Dataset excerpts
★ ★ ★
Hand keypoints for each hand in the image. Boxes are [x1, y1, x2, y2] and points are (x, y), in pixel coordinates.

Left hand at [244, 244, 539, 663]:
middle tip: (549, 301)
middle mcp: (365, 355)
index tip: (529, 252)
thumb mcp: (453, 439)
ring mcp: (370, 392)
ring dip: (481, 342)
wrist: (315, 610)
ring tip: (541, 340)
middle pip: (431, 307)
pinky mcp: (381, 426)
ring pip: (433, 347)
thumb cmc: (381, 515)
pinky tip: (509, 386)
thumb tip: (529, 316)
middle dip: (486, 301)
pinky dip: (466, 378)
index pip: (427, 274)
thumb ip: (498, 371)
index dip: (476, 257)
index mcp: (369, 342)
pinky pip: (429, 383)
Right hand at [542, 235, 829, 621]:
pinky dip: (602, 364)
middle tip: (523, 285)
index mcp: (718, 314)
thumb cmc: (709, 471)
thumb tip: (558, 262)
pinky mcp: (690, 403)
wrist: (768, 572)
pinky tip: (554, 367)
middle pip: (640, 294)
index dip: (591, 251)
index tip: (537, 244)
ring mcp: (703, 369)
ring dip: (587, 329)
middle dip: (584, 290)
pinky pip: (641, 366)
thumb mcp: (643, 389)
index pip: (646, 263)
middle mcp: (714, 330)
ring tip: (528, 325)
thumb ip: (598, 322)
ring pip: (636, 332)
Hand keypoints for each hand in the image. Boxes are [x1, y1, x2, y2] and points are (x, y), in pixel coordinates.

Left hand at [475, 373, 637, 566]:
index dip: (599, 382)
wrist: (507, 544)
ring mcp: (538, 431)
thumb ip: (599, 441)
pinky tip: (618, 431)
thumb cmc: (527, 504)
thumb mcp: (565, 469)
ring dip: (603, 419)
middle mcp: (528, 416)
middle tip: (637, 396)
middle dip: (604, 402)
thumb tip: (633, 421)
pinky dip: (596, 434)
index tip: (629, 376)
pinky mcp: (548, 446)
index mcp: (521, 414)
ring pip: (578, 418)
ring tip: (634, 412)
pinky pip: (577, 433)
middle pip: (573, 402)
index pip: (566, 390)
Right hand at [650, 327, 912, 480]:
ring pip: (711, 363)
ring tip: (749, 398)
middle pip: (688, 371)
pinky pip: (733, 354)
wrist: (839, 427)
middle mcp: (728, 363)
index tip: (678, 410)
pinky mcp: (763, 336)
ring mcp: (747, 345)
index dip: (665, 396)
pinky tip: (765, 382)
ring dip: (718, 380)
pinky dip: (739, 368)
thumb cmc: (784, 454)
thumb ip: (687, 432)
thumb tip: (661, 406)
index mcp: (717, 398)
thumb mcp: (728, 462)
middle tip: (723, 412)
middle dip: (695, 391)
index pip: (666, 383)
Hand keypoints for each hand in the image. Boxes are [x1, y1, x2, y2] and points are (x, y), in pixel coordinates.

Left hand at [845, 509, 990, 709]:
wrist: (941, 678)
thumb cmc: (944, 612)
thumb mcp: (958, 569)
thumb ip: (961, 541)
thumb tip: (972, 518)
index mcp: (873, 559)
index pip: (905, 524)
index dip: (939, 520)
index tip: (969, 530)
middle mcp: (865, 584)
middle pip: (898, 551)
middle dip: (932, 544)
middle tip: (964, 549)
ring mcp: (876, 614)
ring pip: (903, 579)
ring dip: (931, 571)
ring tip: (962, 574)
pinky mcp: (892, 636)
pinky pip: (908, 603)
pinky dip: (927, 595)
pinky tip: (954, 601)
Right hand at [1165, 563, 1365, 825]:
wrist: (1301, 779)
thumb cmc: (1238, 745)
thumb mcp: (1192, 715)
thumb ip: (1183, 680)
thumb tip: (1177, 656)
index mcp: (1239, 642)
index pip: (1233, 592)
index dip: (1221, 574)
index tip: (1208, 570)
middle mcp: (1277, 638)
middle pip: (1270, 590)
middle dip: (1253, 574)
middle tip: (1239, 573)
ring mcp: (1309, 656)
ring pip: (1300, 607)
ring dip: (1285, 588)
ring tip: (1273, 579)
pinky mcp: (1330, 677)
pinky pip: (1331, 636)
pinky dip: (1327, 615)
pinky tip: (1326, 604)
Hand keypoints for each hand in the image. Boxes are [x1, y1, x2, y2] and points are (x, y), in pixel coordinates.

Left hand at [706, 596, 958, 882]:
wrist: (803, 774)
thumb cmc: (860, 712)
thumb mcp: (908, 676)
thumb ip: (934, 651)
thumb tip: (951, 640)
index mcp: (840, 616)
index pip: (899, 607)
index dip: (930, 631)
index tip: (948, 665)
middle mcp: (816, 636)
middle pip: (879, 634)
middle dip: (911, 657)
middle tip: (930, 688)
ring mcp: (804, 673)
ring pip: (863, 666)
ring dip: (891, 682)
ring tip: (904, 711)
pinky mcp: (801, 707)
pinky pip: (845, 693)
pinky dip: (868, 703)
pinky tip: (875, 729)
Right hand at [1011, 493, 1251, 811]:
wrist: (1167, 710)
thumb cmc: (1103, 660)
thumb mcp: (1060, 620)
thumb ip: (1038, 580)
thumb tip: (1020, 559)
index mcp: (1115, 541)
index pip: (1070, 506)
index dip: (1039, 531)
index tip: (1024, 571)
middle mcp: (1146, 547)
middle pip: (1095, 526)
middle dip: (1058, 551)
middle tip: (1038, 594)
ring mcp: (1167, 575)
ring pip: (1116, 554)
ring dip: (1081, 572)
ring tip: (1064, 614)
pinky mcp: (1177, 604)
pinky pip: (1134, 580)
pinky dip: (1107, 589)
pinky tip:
★ ★ ★
## [EXERCISE GOAL]
Reproduce each line, exactly as it appears, from the one that contains "ring pip: (1300, 607)" through the last line of the records. Add no other lines.

## [EXERCISE ANSWER]
ring pip: (1300, 607)
ring dip: (1285, 588)
ring tip: (1273, 579)
pinky mcp: (1330, 677)
pinky pip: (1331, 636)
pinky dip: (1327, 615)
pinky tip: (1326, 604)
Hand keypoints for each hand in the image. Boxes are [x1, y1, x2, y2] and points are (x, y), in pixel coordinates.

Left hand at [706, 596, 958, 882]:
wrist: (803, 774)
thumb cmc: (860, 712)
thumb mcp: (908, 676)
thumb ip: (934, 651)
thumb tip: (951, 640)
index mcp: (840, 616)
index pip: (899, 607)
index dip: (930, 631)
index tip: (948, 665)
middle mcp: (816, 636)
middle pip: (879, 634)
middle dip: (911, 657)
middle tip: (930, 688)
ring mcp: (804, 673)
ring pip: (863, 666)
ring dip: (891, 682)
ring tip: (904, 711)
pinky mcp: (801, 707)
pinky pip: (845, 693)
pinky dip: (868, 703)
pinky tip: (875, 729)
Right hand at [1011, 493, 1251, 811]:
wrist: (1167, 710)
thumb cmc: (1103, 660)
thumb mcp: (1060, 620)
thumb ip: (1038, 580)
thumb tip: (1020, 559)
index mcp: (1115, 541)
index pip: (1070, 506)
index dip: (1039, 531)
index tip: (1024, 571)
middle mcp: (1146, 547)
middle pip: (1095, 526)
middle dip: (1058, 551)
middle tip: (1038, 594)
ring mcp: (1167, 575)
ring pip: (1116, 554)
ring dip: (1081, 572)
ring tip: (1064, 614)
pinky mcp: (1177, 604)
pinky pip: (1134, 580)
pinky dip: (1107, 589)
pinky tip:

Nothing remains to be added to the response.